If you do decide to upgrade SprutCAM, version 10 is in beta now and expected to release in the US in Oct./Nov.  Jumping from 7 to 9 or 10 is the full purchase price.

Bob


----------



## Cheeseking (Aug 14, 2015)

Wow i just got 9 this spring.  Where can I get info on what is new in 10?  The website makes no mention.


----------



## SEK_22Hornet (Aug 16, 2015)

A couple comments on the Fusion 360 - the way I read the terms, once download it, the trial period starts. After that, you can sign up for free as a qualifying non commercial or business startup, as already stated, for a year. At the end of that year, you can again sign up at no cost, as long as you still qualify for the non-commercial or startup. It does not read like it is limited to one year, the way I read it - you just have to re-qualify each year. On Windows, it will not run on a 32 bit operating system - you must have a 64 bit operating system. I found the info on the website concerning who qualifies for free to be well written and very clearly stated.


----------



## sgisler (Aug 16, 2015)

That's how I read it as well. 


Stan,
Sent from my iPhone using Tapatalk


----------



## RJSakowski (Aug 16, 2015)

SEK_22Hornet said:


> A couple comments on the Fusion 360 - the way I read the terms, once download it, the trial period starts. After that, you can sign up for free as a qualifying non commercial or business startup, as already stated, for a year. At the end of that year, you can again sign up at no cost, as long as you still qualify for the non-commercial or startup. It does not read like it is limited to one year, the way I read it - you just have to re-qualify each year. On Windows, it will not run on a 32 bit operating system - you must have a 64 bit operating system. I found the info on the website concerning who qualifies for free to be well written and very clearly stated.

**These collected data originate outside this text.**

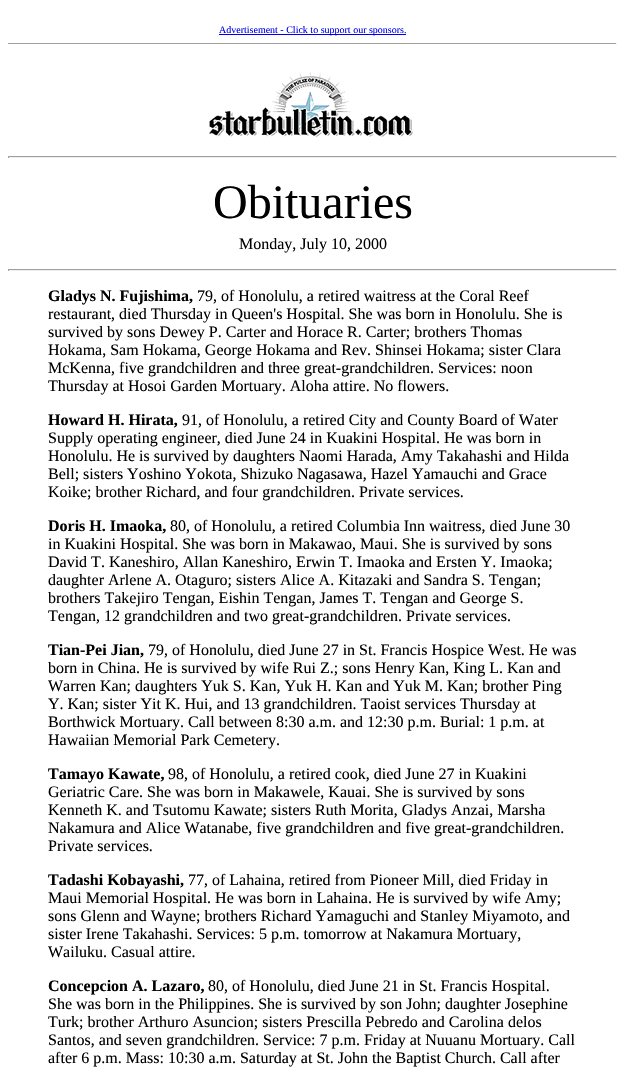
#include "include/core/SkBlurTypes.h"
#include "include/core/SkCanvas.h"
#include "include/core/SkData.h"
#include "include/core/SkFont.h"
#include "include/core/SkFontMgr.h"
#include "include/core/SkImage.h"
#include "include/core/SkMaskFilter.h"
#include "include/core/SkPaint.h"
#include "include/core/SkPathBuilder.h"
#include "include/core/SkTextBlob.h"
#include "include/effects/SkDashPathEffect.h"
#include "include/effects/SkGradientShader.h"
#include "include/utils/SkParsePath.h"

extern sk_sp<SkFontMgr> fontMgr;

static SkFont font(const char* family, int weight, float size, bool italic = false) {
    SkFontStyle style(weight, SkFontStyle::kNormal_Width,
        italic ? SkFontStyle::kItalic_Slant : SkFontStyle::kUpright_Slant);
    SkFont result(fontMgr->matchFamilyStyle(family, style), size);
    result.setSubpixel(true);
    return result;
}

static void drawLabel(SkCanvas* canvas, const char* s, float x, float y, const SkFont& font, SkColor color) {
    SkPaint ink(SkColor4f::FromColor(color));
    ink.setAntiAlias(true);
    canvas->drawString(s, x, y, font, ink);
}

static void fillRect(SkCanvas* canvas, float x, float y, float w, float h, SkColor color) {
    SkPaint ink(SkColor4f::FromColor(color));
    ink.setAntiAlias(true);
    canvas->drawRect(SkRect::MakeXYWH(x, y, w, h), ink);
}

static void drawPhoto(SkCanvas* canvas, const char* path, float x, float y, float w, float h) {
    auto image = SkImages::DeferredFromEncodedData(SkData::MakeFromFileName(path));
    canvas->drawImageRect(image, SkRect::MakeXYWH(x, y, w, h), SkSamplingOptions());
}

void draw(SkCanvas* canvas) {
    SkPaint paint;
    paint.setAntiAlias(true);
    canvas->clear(0xFFFFFFFF);
    fillRect(canvas, 219, 34, 187, 1, 0xFF0000EE);
    SkFont font1 = font("Liberation Serif", 400, 10);
    drawLabel(canvas, "Advertisement - Click to support our sponsors.", 219, 33, font1, 0xFF0000EE);
    fillRect(canvas, 8, 43, 609, 1, 0xFF9F9F9F);
    fillRect(canvas, 616, 43, 1, 1, 0xFFEEEEEE);
    drawPhoto(canvas, "assets/img1.png", 209, 72, 204, 65);
    fillRect(canvas, 8, 156, 609, 1, 0xFF9F9F9F);
    fillRect(canvas, 616, 156, 1, 2, 0xFFEEEEEE);
    fillRect(canvas, 8, 157, 609, 1, 0xFFEEEEEE);
    fillRect(canvas, 8, 156, 1, 2, 0xFF9F9F9F);
    SkFont font2 = font("Liberation Serif", 400, 48);
    drawLabel(canvas, "Obituaries", 213, 218, font2, 0xFF000000);
    SkFont font3 = font("Liberation Serif", 400, 16);
    drawLabel(canvas, "Monday, July 10, 2000", 239, 249, font3, 0xFF000000);
    fillRect(canvas, 8, 269, 609, 1, 0xFF9F9F9F);
    fillRect(canvas, 616, 269, 1, 2, 0xFFEEEEEE);
    fillRect(canvas, 8, 270, 609, 1, 0xFFEEEEEE);
    fillRect(canvas, 8, 269, 1, 2, 0xFF9F9F9F);
    SkFont font4 = font("Liberation Serif", 700, 16);
    drawLabel(canvas, "Gladys N. Fujishima,", 48, 301, font4, 0xFF000000);
    drawLabel(canvas, "79, of Honolulu, a retired waitress at the Coral Reef", 197, 301, font3, 0xFF000000);
    drawLabel(canvas, "restaurant, died Thursday in Queen's Hospital. She was born in Honolulu. She is", 48, 319, font3, 0xFF000000);
    drawLabel(canvas, "survived by sons Dewey P. Carter and Horace R. Carter; brothers Thomas", 48, 337, font3, 0xFF000000);
    drawLabel(canvas, "Hokama, Sam Hokama, George Hokama and Rev. Shinsei Hokama; sister Clara", 48, 355, font3, 0xFF000000);
    drawLabel(canvas, "McKenna, five grandchildren and three great-grandchildren. Services: noon", 48, 373, font3, 0xFF000000);
    drawLabel(canvas, "Thursday at Hosoi Garden Mortuary. Aloha attire. No flowers.", 48, 391, font3, 0xFF000000);
    drawLabel(canvas, "Howard H. Hirata,", 48, 425, font4, 0xFF000000);
    drawLabel(canvas, "91, of Honolulu, a retired City and County Board of Water", 182, 425, font3, 0xFF000000);
    drawLabel(canvas, "Supply operating engineer, died June 24 in Kuakini Hospital. He was born in", 48, 443, font3, 0xFF000000);
    drawLabel(canvas, "Honolulu. He is survived by daughters Naomi Harada, Amy Takahashi and Hilda", 48, 461, font3, 0xFF000000);
    drawLabel(canvas, "Bell; sisters Yoshino Yokota, Shizuko Nagasawa, Hazel Yamauchi and Grace", 48, 479, font3, 0xFF000000);
    drawLabel(canvas, "Koike; brother Richard, and four grandchildren. Private services.", 48, 497, font3, 0xFF000000);
    drawLabel(canvas, "Doris H. Imaoka,", 48, 531, font4, 0xFF000000);
    drawLabel(canvas, "80, of Honolulu, a retired Columbia Inn waitress, died June 30", 170, 531, font3, 0xFF000000);
    drawLabel(canvas, "in Kuakini Hospital. She was born in Makawao, Maui. She is survived by sons", 48, 549, font3, 0xFF000000);
    drawLabel(canvas, "David T. Kaneshiro, Allan Kaneshiro, Erwin T. Imaoka and Ersten Y. Imaoka;", 48, 567, font3, 0xFF000000);
    drawLabel(canvas, "daughter Arlene A. Otaguro; sisters Alice A. Kitazaki and Sandra S. Tengan;", 48, 585, font3, 0xFF000000);
    drawLabel(canvas, "brothers Takejiro Tengan, Eishin Tengan, James T. Tengan and George S.", 48, 603, font3, 0xFF000000);
    drawLabel(canvas, "Tengan, 12 grandchildren and two great-grandchildren. Private services.", 48, 621, font3, 0xFF000000);
    drawLabel(canvas, "Tian-Pei Jian,", 48, 655, font4, 0xFF000000);
    drawLabel(canvas, "79, of Honolulu, died June 27 in St. Francis Hospice West. He was", 148, 655, font3, 0xFF000000);
    drawLabel(canvas, "born in China. He is survived by wife Rui Z.; sons Henry Kan, King L. Kan and", 48, 673, font3, 0xFF000000);
    drawLabel(canvas, "Warren Kan; daughters Yuk S. Kan, Yuk H. Kan and Yuk M. Kan; brother Ping", 48, 691, font3, 0xFF000000);
    drawLabel(canvas, "Y. Kan; sister Yit K. Hui, and 13 grandchildren. Taoist services Thursday at", 48, 709, font3, 0xFF000000);
    drawLabel(canvas, "Borthwick Mortuary. Call between 8:30 a.m. and 12:30 p.m. Burial: 1 p.m. at", 48, 727, font3, 0xFF000000);
    drawLabel(canvas, "Hawaiian Memorial Park Cemetery.", 48, 745, font3, 0xFF000000);
    drawLabel(canvas, "Tamayo Kawate,", 48, 779, font4, 0xFF000000);
    drawLabel(canvas, "98, of Honolulu, a retired cook, died June 27 in Kuakini", 168, 779, font3, 0xFF000000);
    drawLabel(canvas, "Geriatric Care. She was born in Makawele, Kauai. She is survived by sons", 48, 797, font3, 0xFF000000);
    drawLabel(canvas, "Kenneth K. and Tsutomu Kawate; sisters Ruth Morita, Gladys Anzai, Marsha", 48, 815, font3, 0xFF000000);
    drawLabel(canvas, "Nakamura and Alice Watanabe, five grandchildren and five great-grandchildren.", 48, 833, font3, 0xFF000000);
    drawLabel(canvas, "Private services.", 48, 851, font3, 0xFF000000);
    drawLabel(canvas, "Tadashi Kobayashi,", 48, 885, font4, 0xFF000000);
    drawLabel(canvas, "77, of Lahaina, retired from Pioneer Mill, died Friday in", 188, 885, font3, 0xFF000000);
    drawLabel(canvas, "Maui Memorial Hospital. He was born in Lahaina. He is survived by wife Amy;", 48, 903, font3, 0xFF000000);
    drawLabel(canvas, "sons Glenn and Wayne; brothers Richard Yamaguchi and Stanley Miyamoto, and", 48, 921, font3, 0xFF000000);
    drawLabel(canvas, "sister Irene Takahashi. Services: 5 p.m. tomorrow at Nakamura Mortuary,", 48, 939, font3, 0xFF000000);
    drawLabel(canvas, "Wailuku. Casual attire.", 48, 957, font3, 0xFF000000);
    drawLabel(canvas, "Concepcion A. Lazaro,", 48, 991, font4, 0xFF000000);
    drawLabel(canvas, "80, of Honolulu, died June 21 in St. Francis Hospital.", 208, 991, font3, 0xFF000000);
    drawLabel(canvas, "She was born in the Philippines. She is survived by son John; daughter Josephine", 48, 1009, font3, 0xFF000000);
    drawLabel(canvas, "Turk; brother Arthuro Asuncion; sisters Prescilla Pebredo and Carolina delos", 48, 1027, font3, 0xFF000000);
    drawLabel(canvas, "Santos, and seven grandchildren. Service: 7 p.m. Friday at Nuuanu Mortuary. Call", 48, 1045, font3, 0xFF000000);
    drawLabel(canvas, "after 6 p.m. Mass: 10:30 a.m. Saturday at St. John the Baptist Church. Call after", 48, 1063, font3, 0xFF000000);
}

You appear to be correct re: the term of use.  I stated that it was a one year period because I specifically asked the Autodesk rep. about the that issue and his response was one year.  It had been my impression that it was unlimited as well but I deferred to their knowledge.  I just looked at their website and it does appear that as long as you meet the qualifications for student, instructor hobbyist, enthusiast, or startup, it is indeed unlimited free use. Thanks for clarifying. 

I am running Windows 7, 64 bit and was not aware that it would not run on 32 bit systems.   I did not see any reference to 64 bit Windows systems  only.  Can you point us to the the webpage where you saw this?  

Bob


----------



## RJSakowski (Aug 16, 2015)

Cheeseking said:


> Wow i just got 9 this spring.  Where can I get info on what is new in 10?  The website makes no mention.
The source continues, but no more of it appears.